Over the past decade, we’ve grown ever more concerned about dubious strains of social-justice advocacy infiltrating medicine. Following the murder of George Floyd in 2020, doctors’ pursuit of social reform coalesced, almost overnight, into a mission.
Within a week of Floyd’s death, for example, the Association of American Medical Colleges, which is a co-sponsor of a major accrediting body, announced that the nation’s 155 medical schools “must employ antiracist and unconscious bias training and engage in interracial dialogues.” A year later (and again in 2024), the American Medical Association released a Strategic Plan to Embed Racial Justice and Advance Health Equity that encouraged physicians to dismantle “white patriarchy and other systems of oppression”…

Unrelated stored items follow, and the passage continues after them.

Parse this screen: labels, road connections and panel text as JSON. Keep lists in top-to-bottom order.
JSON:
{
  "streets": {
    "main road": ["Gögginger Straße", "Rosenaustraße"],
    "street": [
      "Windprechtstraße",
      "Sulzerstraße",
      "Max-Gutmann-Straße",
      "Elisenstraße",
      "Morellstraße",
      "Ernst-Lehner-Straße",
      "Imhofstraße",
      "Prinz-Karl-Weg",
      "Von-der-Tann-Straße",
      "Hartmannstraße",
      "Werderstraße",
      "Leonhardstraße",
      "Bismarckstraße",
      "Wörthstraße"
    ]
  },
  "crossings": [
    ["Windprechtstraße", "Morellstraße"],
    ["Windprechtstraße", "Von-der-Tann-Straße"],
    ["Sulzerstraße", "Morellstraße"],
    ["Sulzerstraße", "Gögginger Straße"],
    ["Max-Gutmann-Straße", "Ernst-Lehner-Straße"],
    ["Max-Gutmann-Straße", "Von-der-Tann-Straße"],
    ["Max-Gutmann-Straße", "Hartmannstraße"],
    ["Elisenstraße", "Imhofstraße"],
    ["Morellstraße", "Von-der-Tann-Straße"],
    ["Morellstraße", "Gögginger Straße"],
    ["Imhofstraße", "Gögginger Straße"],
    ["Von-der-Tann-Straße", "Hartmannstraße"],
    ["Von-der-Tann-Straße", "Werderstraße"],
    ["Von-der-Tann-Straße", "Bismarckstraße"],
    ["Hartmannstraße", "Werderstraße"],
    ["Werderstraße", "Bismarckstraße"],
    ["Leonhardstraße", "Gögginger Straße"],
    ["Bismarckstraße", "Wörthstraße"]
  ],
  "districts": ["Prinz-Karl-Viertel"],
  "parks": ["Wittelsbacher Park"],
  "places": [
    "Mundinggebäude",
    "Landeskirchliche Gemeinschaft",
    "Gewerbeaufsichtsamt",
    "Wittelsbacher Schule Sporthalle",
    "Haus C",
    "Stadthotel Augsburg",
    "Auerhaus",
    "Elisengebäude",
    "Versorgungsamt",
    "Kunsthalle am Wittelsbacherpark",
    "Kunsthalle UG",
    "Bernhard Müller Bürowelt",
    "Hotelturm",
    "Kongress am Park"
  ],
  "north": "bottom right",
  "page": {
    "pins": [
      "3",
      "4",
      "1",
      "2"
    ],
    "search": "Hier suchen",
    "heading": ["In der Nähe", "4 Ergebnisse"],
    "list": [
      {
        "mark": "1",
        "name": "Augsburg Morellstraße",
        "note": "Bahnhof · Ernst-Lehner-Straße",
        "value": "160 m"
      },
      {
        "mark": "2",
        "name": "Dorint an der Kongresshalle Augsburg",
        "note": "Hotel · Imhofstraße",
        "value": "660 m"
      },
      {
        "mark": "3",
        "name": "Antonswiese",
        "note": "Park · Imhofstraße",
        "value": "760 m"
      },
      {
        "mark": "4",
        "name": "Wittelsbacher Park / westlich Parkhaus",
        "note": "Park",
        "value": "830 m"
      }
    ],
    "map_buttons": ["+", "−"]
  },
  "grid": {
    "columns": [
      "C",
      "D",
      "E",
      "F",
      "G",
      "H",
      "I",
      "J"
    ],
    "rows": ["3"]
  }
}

Medical students are now immersed in the notion that undertaking political advocacy is as important as learning gross anatomy, physiology, and pharmacology…
Certain debates have become off-limits. Consider, for instance, a 2020 incident involving Norman C. Wang, a cardiologist with the University of Pittsburgh School of Medicine. After Wang published a peer-reviewed critique of affirmative action in a respected medical journal, his colleagues denounced him on social media for his “racist thinking” and condemned his paper as scientifically invalid and “racist”…
Researchers are promoting unscientific modes of thinking about group-based disparities in health access and status. The University of Minnesota’s Center for Antiracism Research for Health Equity decrees “structural racism as a fundamental cause of health inequities,” despite the fact that this is at best an arguable thesis, not a fact…
In what borders on compelled speech, the State University of New York’s Upstate Medical University issued a 164-page report from a diversity task force insisting that “Health care professionals must explicitly acknowledge that race and racism are at the root of [Black-white] health disparities.” Other variables influencing the course of chronic disease, prominently the patient’s health literacy and self-care, receive scant attention…
At one point, the CDC vaccine advisory committee proposed prioritizing the anticipated Covid vaccine by race rather than age, solely because older cohorts disproportionately comprised whites. This plan would have delayed vaccination of the elderly—the highest risk group—and, according to the CDC’s own projections, resulted in more overall deaths…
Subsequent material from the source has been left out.